Similarly groundless is Juan Dejesus’s contention that the district court erred in denying him a two-level reduction on the ground that he was a “minor participant” within the meaning of U.S.S.G. § 3B1.2(b). The evidence indicates that the three DeJesus brothers were involved on an equal basis in operating their drug business, each performing an essential role in the success of the enterprise. Juan DeJe-sus was present on both occasions that Detective Rivera negotiated to purchase drugs from the brothers. On the day that the one kilogram was delivered, it was Juan DeJesus who was entrusted with guarding Rivera and the money while Ama-bledeyes and Julio DeJesus went to get the drugs. Moreover, on that day, Juan DeJe-sus alone among the brothers was in possession of a weapon. In light of this and other evidence, there was no reason to believe that Juan DeJesus was significantly “less culpable” than his brothers. See U.S. S.G. § 3B1.2 application note 3. The district court’s conclusion that Juan DeJesus was not a minor participant was therefore entirely appropriate and, in any event, not clearly erroneous. See United States v. Rios, 893 F.2d 479, 481 (2d Cir.1990) (determination of a defendant’s role in an offense is a factual finding subject to clearly erroneous standard of review).

*1035For all the foregoing reasons, appellants’ sentences were proper under the Guidelines. The judgment of the district court is therefore affirmed.

. A fourth defendant, Rafael Pimentel, pleaded guilty to one count of possession with intent to distribute cocaine, in violation of 21 U.S.C. § 841, and was sentenced to 87 months' imprisonment, five years’ supervised release, and a $50 special assessment. He has not appealed.

. We refer throughout to the Guidelines and policy statements in effect at the time of sentencing. See 18 U.S.C. § 3553(a)(4), (5) (1988); United States v. Lara, 905 F.2d 599, 602 (2d Cir.1990).

. This amount includes a 27 gram sample given to Detective Rivera on August 30, 1989, 186.9 grams sold to him on September 26, 1989, and one kilogram seized by him on October 18, 1989.

. For a random sample of those reported, see United States v. Madkour, 930 F.2d 234, 237-38 (2d Cir.1991); United States v. Cousineau, No. 90-1400, 929 F.2d 64, 66-68 (2d Cir.1991); United States v. Moon, 926 F.2d 204, 208-10 (2d Cir.1991); United States v. Cardenas, 917 F.2d 683, 686-87 (2d Cir.1990); United States v. Vaz-zano, 906 F.2d 879, 882-84 (2d Cir.1990); United States v. Santiago, 906 F.2d 867, 871-73 (2d Cir.1990); United States v. Copeland, 902 F.2d 1046, 1050 (2d Cir.1990); United States v. Adames, 901 F.2d 11, 11-12 (2d Cir.1990); United States v. Bedoya, 878 F.2d 73, 75-76 (2d Cir.1989) (per curiam); United States v. Fernandez, 877 F.2d 1138, 1142-44 (2d Cir.1989); United States v. Paulino, 873 F.2d 23, 25 (2d Cir.1989) (per curiam); United States v. Correa-Vargas, 860 F.2d 35, 37 (2d Cir.1988).

. Rule 48(a) provides that prosecutors may, "by leave of court," file a dismissal of an indictment, information or complaint. A court is generally required to grant a prosecutor's Rule 48(a) motion unless dismissal is "clearly contrary to manifest public interest." United States v.

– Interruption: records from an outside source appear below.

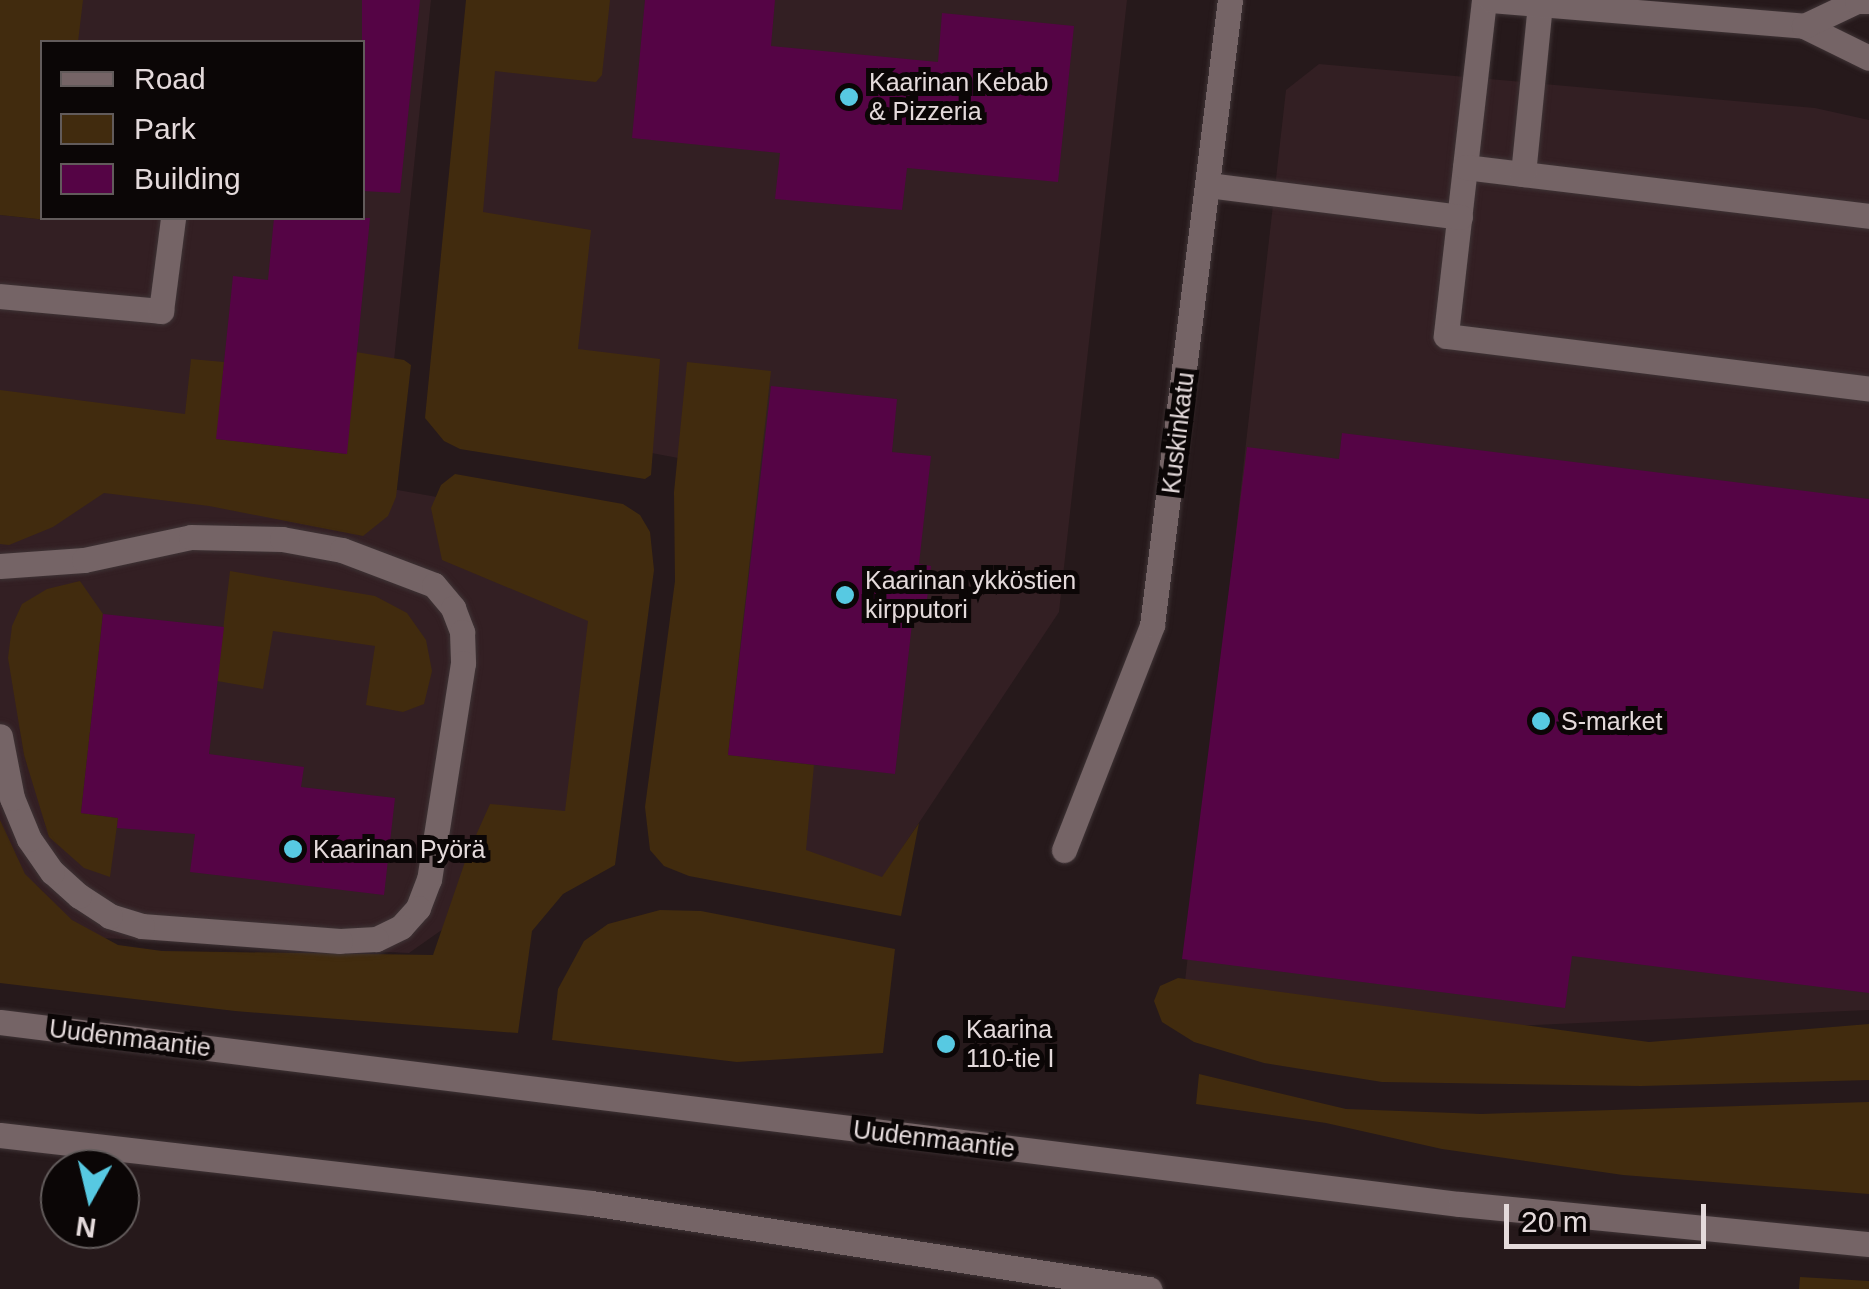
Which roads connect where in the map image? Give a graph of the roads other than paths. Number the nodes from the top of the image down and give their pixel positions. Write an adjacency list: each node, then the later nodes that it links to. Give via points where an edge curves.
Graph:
1 (1230, 0): 9 (main road, Kuskinkatu)
2 (1488, 0): 4 (main road); 7 (main road)
3 (1869, 1): 5 (main road, via 1857,0)
4 (1540, 4): 5 (main road); 8 (main road)
5 (1804, 26): 6 (main road)
6 (1869, 58)
7 (1465, 166): 8 (main road); 11 (main road)
8 (1523, 174): 10 (main road)
9 (1208, 185): 11 (main road); 17 (main road, Kuskinkatu, via 1152,626)
10 (1869, 216)
11 (1460, 217): 14 (main road, via 1446,336)
12 (173, 220): 13 (main road, via 162,310)
13 (0, 296)
14 (1869, 389)
15 (0, 566): 16 (main road, via 84,560 190,537 342,550 434,585 454,608 463,663 429,880 401,927 376,939 142,926 110,916 52,872 29,839 12,798)
16 (0, 736)
17 (1064, 850)
18 (0, 1022): 20 (main road, Uudenmaantie, via 1460,1204)
19 (0, 1135): 21 (main road, via 592,1203)
20 (1869, 1244)
21 (1149, 1289)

Cowan, 524 F.2d 504, 513 (5th Cir.1975), cert. denied, 425 U.s. 971, 96 S.Ct. 2168, 48 L.Ed.2d 795 (1976); accord United States v. Carrigan, 778 F.2d 1454, 1463 (10th Cir.1985); United States v. Miller, 722 F.2d 562, 566 (9th Cir.1983).

. United States v. Miller, 722 F.2d 562, 564-66 (9th Cir.1983), provides some dicta to the contrary. But see Carrigan, 778 F.2d at 1464 n. 10 (distinguishing Miller).






Concurrence Opinion

KEARSE, Circuit Judge,

concurring:

I concur in parts I and III of the majority opinion.